Ok, I know that I said I would do this once a week. Which means that I am two days late. I know. My humble apologies.
One of the things that I really miss about being in college?
Being myself.
At work, I kind of have to play the role of a strait lace. Which I pull off admirably (she said modestly).
I duck my head when need to. I let my coworkers think that they are smarter than me. WHich may or may not be the case. Political scientist I am no more. Political activism is in remission. Mine is at least. Instead, I've adopted the guise of a pretty, together, socially acceptable, sober, sweet young woman who wears conservative clothing and doesn't make liberal use of certain 4 letter words.
Without giving too much away, this historically couldn't be further from the truth.
Pre-Grad, I was a girl who knew how to have a good time. Sobriety was an afterthought on weekends, and socially acceptable was never a priority. I didn't think twice about releasing streams of swear words that would bring color to a sailors cheek. I favored low cut tops and high boots. Heels and fishnets when I had them. Okay, so I might have an affinity for dressing like a tramp.
I miss her sometimes. Not all the time, but usually at least once during my 9-5:30 work day when someone yells at me or gropes my ass and all I can do is politely redirect them.
Its also really depressing to me how much what I learned in college is COMPLETELY irrelevant to what I am doing now. Which I would love to tell you about. Really, I could write a blog just on my adventures at work, but I think that might broach some privacy issues, and I really want to keep having a job.
This dawned on my in a new light the other day when i got into an argument over whether China posed an economic threat to the United States. With one of my residents. Sadly, this was one of the more heated and stimulating conversations that I have had about international politics in about 6 months. With a WW2 war vet who I'm pretty sure thinks we are still in 'nam and cannot deviate from the notion that America is number one.
Okay. Lets recap.
I'm intellectually deprived and I can't even dress in hooker boots to comfort myself. Confined in apparel befitting of the president of some poor misguided high school chastity club, I am experiencing a makeunder of sorts.
A soul sucking makeunder.
Fuck it. My mom even stole my snuggie. So I can't even wallow to the best of my abilities.
Someone find me a twilight book to (re?)read.
Tuesday, November 17, 2009
Sunday, November 8, 2009
Fuck you Loans
Student Loans.
Evidently I graduated six months ago. How this happened without it registering that I might actually have to pay someone BACK for that 4 year party, I don't really know. But I do know the following things:
- My job has NOTHING to do with my major, which was political science (more on my major later)
- I only got the job out a a serendipitous sequence of events kickstarted by an act of nepotism over 3 years ago.
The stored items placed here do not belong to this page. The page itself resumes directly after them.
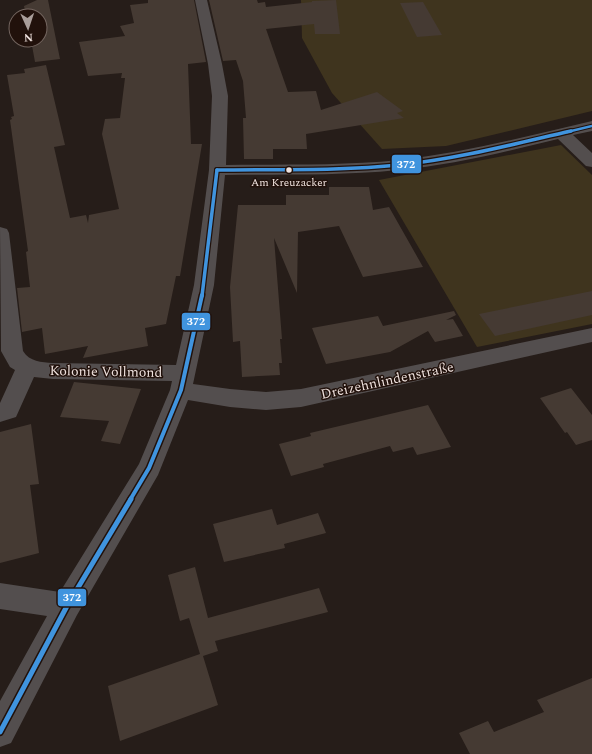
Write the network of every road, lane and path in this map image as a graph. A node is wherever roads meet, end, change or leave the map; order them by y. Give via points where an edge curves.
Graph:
1 (201, 0) edge
2 (592, 126) edge
3 (561, 133) junction
4 (592, 162) edge
5 (217, 170) junction
6 (0, 233) edge
7 (592, 335) edge
8 (27, 367) junction
9 (182, 381) junction
10 (0, 413) edge
11 (0, 596) edge
12 (68, 606) junction
13 (0, 732) edge

1 - 5 street via 216,64 220,96
2 - 3 street
3 - 4 street
3 - 5 street via 454,157 399,165
5 - 9 street via 204,285
6 - 8 street via 12,351 18,361
7 - 9 street, Dreizehnlindenstraße via 301,398 266,401 230,398
8 - 9 street, Kolonie Vollmond
8 - 10 street via 8,411
9 - 12 street via 149,468
11 - 12 street
12 - 13 street

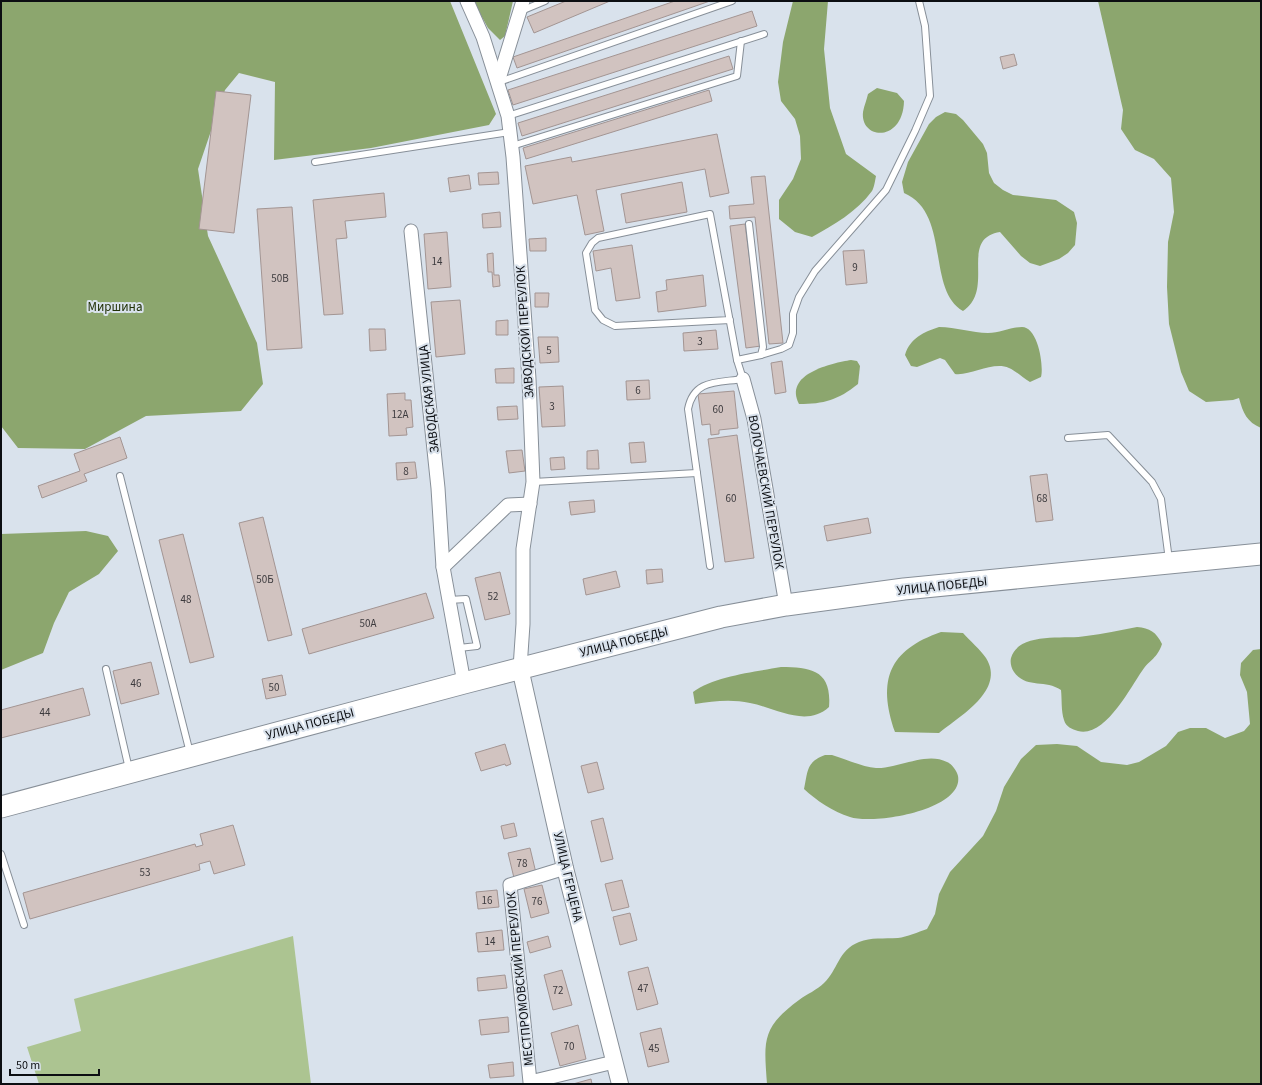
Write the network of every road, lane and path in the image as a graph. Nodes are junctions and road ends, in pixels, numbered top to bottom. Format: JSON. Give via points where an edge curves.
{"nodes":[{"id":1,"x":467,"y":1,"type":"edge"},
{"id":2,"x":545,"y":1,"type":"edge"},
{"id":3,"x":732,"y":1,"type":"edge"},
{"id":4,"x":919,"y":1,"type":"edge"},
{"id":5,"x":522,"y":6,"type":"edge"},
{"id":6,"x":764,"y":34,"type":"dead end"},
{"id":7,"x":740,"y":41,"type":"junction"},
{"id":8,"x":498,"y":82,"type":"junction"},
{"id":9,"x":508,"y":116,"type":"junction"},
{"id":10,"x":510,"y":132,"type":"junction"},
{"id":11,"x":512,"y":146,"type":"junction"},
{"id":12,"x":315,"y":162,"type":"dead end"},
{"id":13,"x":749,"y":224,"type":"dead end"},
{"id":14,"x":411,"y":231,"type":"dead end"},
{"id":15,"x":730,"y":320,"type":"junction"},
{"id":16,"x":761,"y":356,"type":"junction"},
{"id":17,"x":737,"y":360,"type":"junction"},
{"id":18,"x":743,"y":379,"type":"junction"},
{"id":19,"x":1068,"y":438,"type":"dead end"},
{"id":20,"x":697,"y":473,"type":"junction"},
{"id":21,"x":120,"y":476,"type":"dead end"},
{"id":22,"x":534,"y":482,"type":"junction"},
{"id":23,"x":530,"y":504,"type":"junction"},
{"id":24,"x":1261,"y":554,"type":"edge"},
{"id":25,"x":1169,"y":564,"type":"junction"},
{"id":26,"x":710,"y":566,"type":"dead end"},
{"id":27,"x":443,"y":567,"type":"junction"},
{"id":28,"x":449,"y":600,"type":"junction"},
{"id":29,"x":786,"y":605,"type":"junction"},
{"id":30,"x":458,"y":648,"type":"junction"},
{"id":31,"x":520,"y":668,"type":"junction"},
{"id":32,"x":106,"y":669,"type":"dead end"},
{"id":33,"x":464,"y":683,"type":"junction"},
{"id":34,"x":191,"y":756,"type":"junction"},
{"id":35,"x":130,"y":773,"type":"junction"},
{"id":36,"x":1,"y":808,"type":"edge"},
{"id":37,"x":1,"y":854,"type":"edge"},
{"id":38,"x":565,"y":868,"type":"junction"},
{"id":39,"x":24,"y":925,"type":"dead end"},
{"id":40,"x":614,"y":1062,"type":"junction"},
{"id":41,"x":620,"y":1084,"type":"edge"}],
"edges":[{"from":1,"to":8,"type":"street","name":"ЗАВОДСКОЙ ПЕРЕУЛОК","via":[[483,37]]},
{"from":2,"to":5,"type":"lane"},
{"from":3,"to":8,"type":"lane"},
{"from":4,"to":16,"type":"lane","via":[[925,26],[930,96],[916,131],[886,190],[815,271],[799,297],[793,314],[793,333],[789,345]]},
{"from":5,"to":8,"type":"street"},
{"from":6,"to":7,"type":"lane"},
{"from":7,"to":9,"type":"lane"},
{"from":7,"to":11,"type":"lane","via":[[737,76]]},
{"from":8,"to":9,"type":"street","name":"ЗАВОДСКОЙ ПЕРЕУЛОК"},
{"from":9,"to":10,"type":"street","name":"ЗАВОДСКОЙ ПЕРЕУЛОК"},
{"from":10,"to":11,"type":"street","name":"ЗАВОДСКОЙ ПЕРЕУЛОК"},
{"from":10,"to":12,"type":"lane"},
{"from":11,"to":22,"type":"street","name":"ЗАВОДСКОЙ ПЕРЕУЛОК"},
{"from":13,"to":16,"type":"lane","via":[[763,347]]},
{"from":14,"to":27,"type":"street","name":"ЗАВОДСКАЯ УЛИЦА","via":[[438,488]]},
{"from":15,"to":15,"type":"lane","via":[[710,214],[598,238],[586,253],[595,310],[603,320],[615,326]]},
{"from":15,"to":17,"type":"lane"},
{"from":16,"to":17,"type":"lane"},
{"from":17,"to":18,"type":"lane"},
{"from":18,"to":20,"type":"lane","via":[[706,385],[696,390],[690,398],[688,409]]},
{"from":18,"to":29,"type":"street","name":"ВОЛОЧАЕВСКИЙ ПЕРЕУЛОК","via":[[754,419]]},
{"from":19,"to":25,"type":"lane","via":[[1108,435],[1152,482],[1161,499]]},
{"from":20,"to":22,"type":"lane"},
{"from":20,"to":26,"type":"lane"},
{"from":21,"to":34,"type":"lane"},
{"from":22,"to":23,"type":"street","name":"ЗАВОДСКОЙ ПЕРЕУЛОК"},
{"from":23,"to":27,"type":"street","via":[[508,505]]},
{"from":23,"to":31,"type":"street","name":"ЗАВОДСКОЙ ПЕРЕУЛОК","via":[[523,549]]},
{"from":24,"to":25,"type":"highway","name":"УЛИЦА ПОБЕДЫ"},
{"from":25,"to":29,"type":"highway","name":"УЛИЦА ПОБЕДЫ","via":[[904,590]]},
{"from":27,"to":28,"type":"street","name":"ЗАВОДСКАЯ УЛИЦА"},
{"from":28,"to":30,"type":"street","name":"ЗАВОДСКАЯ УЛИЦА"},
{"from":28,"to":30,"type":"lane","via":[[466,599],[477,646]]},
{"from":29,"to":31,"type":"highway","name":"УЛИЦА ПОБЕДЫ","via":[[721,617]]},
{"from":30,"to":33,"type":"street","name":"ЗАВОДСКАЯ УЛИЦА"},
{"from":31,"to":33,"type":"highway","name":"УЛИЦА ПОБЕДЫ"},
{"from":31,"to":38,"type":"street","name":"УЛИЦА ГЕРЦЕНА"},
{"from":32,"to":35,"type":"lane"},
{"from":33,"to":34,"type":"highway","name":"УЛИЦА ПОБЕДЫ"},
{"from":34,"to":35,"type":"highway","name":"УЛИЦА ПОБЕДЫ"},
{"from":35,"to":36,"type":"highway","name":"УЛИЦА ПОБЕДЫ"},
{"from":37,"to":39,"type":"lane"},
{"from":38,"to":40,"type":"street","name":"УЛИЦА ГЕРЦЕНА"},
{"from":38,"to":40,"type":"street","name":"МЕСТПРОМОВСКИЙ ПЕРЕУЛОК","via":[[510,885],[530,1082]]},
{"from":40,"to":41,"type":"street","name":"УЛИЦА ГЕРЦЕНА"}]}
Were it not for that, I am certain that I would be unemployed
- I am living in the room that I grew up in.
- My mom is now more of a political activist than I am
- I now am the owner of a leopard print snuggie.
So clearly the "real world" that college was supposed to prepare me for is really a life suitable for someone with limited mental and perhaps physical capacity. Really? This is what I worked for 4 years for? And now I have to funnel a large portion of my already measly income into paying for it?
I know I'm being pessimistic. And negative. But you know what? Fuck it. I don't really care. I know I have "options." They include grad school, law school, grad school, or law school. But what do you do when you don't know what you want to do? I'm not going to pump more money into something that I am not sure I want to follow through on.
So I'm left at an impasse. Either bite a bullet and go to grad school/law school for something that I'm ambivalent about, or bide my time in my current stage of arrested development. In a snuggie.
Well. At least I will be damn warm and comfy.